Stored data
-- Opening Marker --

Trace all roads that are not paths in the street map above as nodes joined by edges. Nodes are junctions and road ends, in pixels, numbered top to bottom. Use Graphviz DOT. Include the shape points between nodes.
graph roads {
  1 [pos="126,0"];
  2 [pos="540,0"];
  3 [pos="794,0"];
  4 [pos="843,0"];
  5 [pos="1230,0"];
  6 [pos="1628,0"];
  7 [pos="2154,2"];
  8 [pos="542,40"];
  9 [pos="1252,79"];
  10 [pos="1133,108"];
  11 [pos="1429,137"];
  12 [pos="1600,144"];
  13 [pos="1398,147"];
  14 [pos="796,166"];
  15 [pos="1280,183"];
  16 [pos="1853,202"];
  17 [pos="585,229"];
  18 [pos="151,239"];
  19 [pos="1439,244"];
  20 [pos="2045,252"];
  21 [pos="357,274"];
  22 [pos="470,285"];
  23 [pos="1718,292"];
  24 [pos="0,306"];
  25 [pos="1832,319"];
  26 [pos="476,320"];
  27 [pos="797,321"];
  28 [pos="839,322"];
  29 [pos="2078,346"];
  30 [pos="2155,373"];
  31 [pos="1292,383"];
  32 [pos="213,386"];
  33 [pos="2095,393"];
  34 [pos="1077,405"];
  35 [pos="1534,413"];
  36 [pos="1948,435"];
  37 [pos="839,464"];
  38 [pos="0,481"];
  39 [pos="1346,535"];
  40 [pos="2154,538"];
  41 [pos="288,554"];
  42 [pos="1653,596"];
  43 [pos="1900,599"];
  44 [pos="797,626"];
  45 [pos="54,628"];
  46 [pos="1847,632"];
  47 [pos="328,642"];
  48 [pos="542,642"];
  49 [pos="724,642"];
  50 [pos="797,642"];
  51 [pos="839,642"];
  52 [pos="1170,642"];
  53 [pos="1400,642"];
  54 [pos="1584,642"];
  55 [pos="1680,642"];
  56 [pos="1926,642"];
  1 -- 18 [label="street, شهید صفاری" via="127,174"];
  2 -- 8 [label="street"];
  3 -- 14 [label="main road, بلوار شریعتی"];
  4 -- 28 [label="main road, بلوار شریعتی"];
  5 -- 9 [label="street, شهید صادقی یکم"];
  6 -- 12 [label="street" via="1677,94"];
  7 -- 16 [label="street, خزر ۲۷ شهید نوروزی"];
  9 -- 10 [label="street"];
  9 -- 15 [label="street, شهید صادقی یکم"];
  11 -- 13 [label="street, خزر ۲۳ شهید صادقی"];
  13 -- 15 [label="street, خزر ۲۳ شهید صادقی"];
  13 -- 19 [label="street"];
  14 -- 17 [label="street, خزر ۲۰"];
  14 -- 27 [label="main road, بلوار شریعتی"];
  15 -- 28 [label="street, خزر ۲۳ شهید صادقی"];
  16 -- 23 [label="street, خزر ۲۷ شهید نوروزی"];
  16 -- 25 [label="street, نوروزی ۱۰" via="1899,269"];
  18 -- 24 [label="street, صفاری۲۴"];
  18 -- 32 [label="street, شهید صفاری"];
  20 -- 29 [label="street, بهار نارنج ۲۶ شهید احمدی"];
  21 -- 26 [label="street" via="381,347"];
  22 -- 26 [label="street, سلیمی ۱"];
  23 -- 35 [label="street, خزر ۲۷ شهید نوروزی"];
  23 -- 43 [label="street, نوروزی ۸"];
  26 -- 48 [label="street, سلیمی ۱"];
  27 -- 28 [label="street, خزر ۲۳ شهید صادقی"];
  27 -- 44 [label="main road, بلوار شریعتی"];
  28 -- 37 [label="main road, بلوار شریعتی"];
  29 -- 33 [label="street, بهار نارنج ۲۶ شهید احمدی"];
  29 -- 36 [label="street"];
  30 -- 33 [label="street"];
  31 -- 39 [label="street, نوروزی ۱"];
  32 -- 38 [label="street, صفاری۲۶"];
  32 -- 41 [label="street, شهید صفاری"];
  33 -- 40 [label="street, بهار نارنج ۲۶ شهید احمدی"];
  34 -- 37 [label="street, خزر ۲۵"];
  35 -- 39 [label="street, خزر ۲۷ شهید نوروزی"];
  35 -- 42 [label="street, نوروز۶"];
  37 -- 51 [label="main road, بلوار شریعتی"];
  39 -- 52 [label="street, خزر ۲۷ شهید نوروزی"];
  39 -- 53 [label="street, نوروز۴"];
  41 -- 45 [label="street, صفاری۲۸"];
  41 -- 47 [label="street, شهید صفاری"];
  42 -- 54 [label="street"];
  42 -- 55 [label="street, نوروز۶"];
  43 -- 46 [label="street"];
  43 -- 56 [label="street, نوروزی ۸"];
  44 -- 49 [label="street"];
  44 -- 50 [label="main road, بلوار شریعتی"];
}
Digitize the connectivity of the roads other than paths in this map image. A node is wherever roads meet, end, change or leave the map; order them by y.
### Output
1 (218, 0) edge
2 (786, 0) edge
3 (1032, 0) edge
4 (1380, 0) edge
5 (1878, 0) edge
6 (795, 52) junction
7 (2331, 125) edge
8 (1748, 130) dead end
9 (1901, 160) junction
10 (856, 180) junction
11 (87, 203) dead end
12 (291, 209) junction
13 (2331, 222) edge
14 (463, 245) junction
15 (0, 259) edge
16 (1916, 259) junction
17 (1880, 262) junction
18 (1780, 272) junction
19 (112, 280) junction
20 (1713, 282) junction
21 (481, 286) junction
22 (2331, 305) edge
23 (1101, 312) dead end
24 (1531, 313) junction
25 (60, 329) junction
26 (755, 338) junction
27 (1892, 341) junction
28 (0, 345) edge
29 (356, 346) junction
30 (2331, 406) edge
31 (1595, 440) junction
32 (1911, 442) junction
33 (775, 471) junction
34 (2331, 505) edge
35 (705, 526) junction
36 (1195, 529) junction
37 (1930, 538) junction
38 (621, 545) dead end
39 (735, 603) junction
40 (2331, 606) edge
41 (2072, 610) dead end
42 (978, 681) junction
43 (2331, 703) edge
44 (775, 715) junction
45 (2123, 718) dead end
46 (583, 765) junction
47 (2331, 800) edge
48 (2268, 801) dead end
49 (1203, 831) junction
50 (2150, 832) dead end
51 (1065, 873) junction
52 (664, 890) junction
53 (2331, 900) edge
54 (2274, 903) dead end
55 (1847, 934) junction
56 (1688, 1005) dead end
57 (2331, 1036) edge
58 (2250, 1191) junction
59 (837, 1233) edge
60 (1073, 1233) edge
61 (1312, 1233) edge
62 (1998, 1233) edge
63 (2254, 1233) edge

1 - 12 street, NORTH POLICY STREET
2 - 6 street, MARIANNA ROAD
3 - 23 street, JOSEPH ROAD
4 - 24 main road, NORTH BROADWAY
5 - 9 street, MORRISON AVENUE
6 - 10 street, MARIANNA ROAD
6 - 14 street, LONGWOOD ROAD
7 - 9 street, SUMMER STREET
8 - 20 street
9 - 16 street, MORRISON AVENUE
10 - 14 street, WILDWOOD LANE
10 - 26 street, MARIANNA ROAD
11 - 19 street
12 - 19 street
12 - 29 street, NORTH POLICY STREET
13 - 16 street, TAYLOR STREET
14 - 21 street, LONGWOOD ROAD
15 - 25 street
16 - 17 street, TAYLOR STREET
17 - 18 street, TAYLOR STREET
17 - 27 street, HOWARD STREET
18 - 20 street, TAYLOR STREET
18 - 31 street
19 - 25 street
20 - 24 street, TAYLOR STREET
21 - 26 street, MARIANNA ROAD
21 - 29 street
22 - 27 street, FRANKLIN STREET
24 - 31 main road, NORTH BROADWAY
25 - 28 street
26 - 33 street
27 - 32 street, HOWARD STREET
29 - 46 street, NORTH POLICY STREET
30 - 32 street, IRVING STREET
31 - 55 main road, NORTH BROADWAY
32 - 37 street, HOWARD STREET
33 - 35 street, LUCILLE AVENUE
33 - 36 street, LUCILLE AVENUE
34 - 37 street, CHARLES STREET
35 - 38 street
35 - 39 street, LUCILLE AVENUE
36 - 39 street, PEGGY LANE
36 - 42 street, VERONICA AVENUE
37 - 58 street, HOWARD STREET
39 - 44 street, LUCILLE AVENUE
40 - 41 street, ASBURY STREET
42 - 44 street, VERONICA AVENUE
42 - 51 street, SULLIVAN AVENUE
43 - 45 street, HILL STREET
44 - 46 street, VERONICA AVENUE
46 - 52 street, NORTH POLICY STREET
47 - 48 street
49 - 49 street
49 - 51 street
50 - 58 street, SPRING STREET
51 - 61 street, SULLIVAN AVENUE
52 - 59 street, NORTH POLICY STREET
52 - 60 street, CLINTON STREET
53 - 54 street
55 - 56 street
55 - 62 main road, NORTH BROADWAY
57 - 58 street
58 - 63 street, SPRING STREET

-- Closing Marker --

**What needs to be done:** Reproduce every line of the records containing the string "paths".

**Solution:**
Trace all roads that are not paths in the street map above as nodes joined by edges. Nodes are junctions and road ends, in pixels, numbered top to bottom. Use Graphviz DOT. Include the shape points between nodes.
Digitize the connectivity of the roads other than paths in this map image. A node is wherever roads meet, end, change or leave the map; order them by y.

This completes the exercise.